4.3.6 Meccanismi molecolari dell’attività delle MMP

Sebbene le MMP possano virtualmente degradare tutto lo spettro di componenti proteici che costituiscono l’ECM, l’attività proteolitica delle MMP è diretta anche nei confronti di altre molecole sia circolanti che presenti sulla superficie cellulare o pericellulare.
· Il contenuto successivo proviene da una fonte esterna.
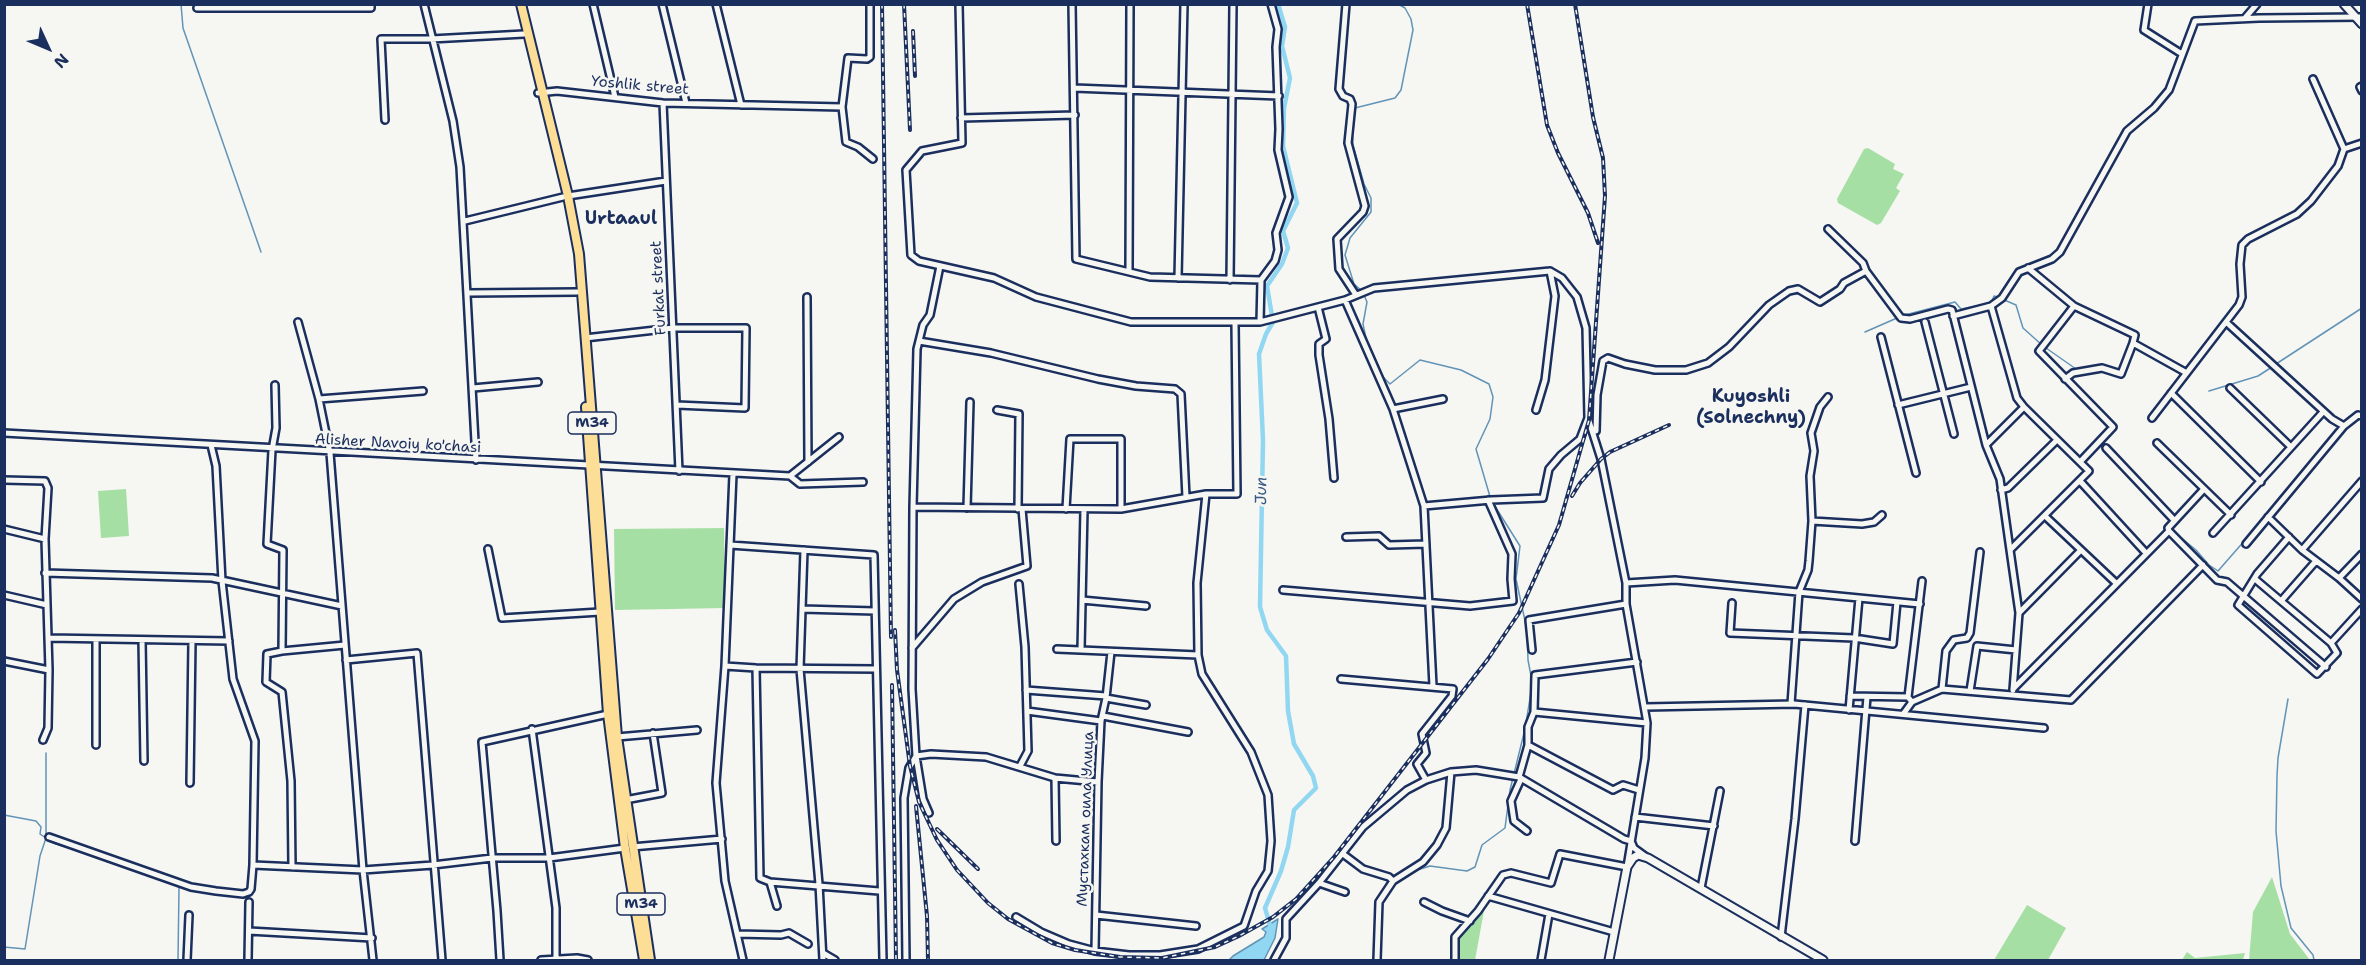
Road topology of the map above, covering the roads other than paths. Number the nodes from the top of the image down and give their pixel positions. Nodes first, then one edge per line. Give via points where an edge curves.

Da ciò deriva che le MMP, oltre ad essere coinvolte nei processi di rimodellamento della matrice sia fisiologici che patologici, risultano in grado di influenzare il comportamento cellulare attraverso numerosi meccanismi.

Rimodellamento della ECM

La degradazione della ECM, operata dalle MMP in concerto con altri gruppi di molecole proteolitiche quali principalmente le serin-proteasi, è un processo che permette, distruggendo fisicamente le barriere strutturali, l’invasione cellulare dei tessuti circostanti. Tuttavia la ECM non deve essere considerata solo come una semplice impalcatura, perché la sua degradazione può fortemente influenzare il comportamento cellulare in conseguenza della liberazione numerose molecole bioattive che normalmente sono sequestrate nella ECM stessa. Queste molecole sono molto numerose e possiedono funzioni tra loro molto differenti: fattori di crescita, proteine che legano i fattori di crescita e molecole che rappresentano i ligandi per recettori cellulari di adesione (ad es. per le integrine). Di conseguenza, la ECM risulta implicata nella regolazione di numerosi processi cellulari quali la forma, il movimento, la crescita, la differenziazione e la sopravvivenza. Per estensione, tutti questi processi possono essere alterati dall’azione delle MMP, che modificando la normale composizione e organizzazione della ECM, influenzano tutti i segnali derivati dalla matrice. Ad esempio, per dimostrare come l’attività delle MMP possa influenzare il comportamento cellulare, la degradazione MMP-dipendente delle fibrille native di collagene determina l’esposizione di siti altrimenti criptati che possono essere legati da integrine di cellule neoplastiche di melanoma, consentendone la sopravvivenza e la crescita.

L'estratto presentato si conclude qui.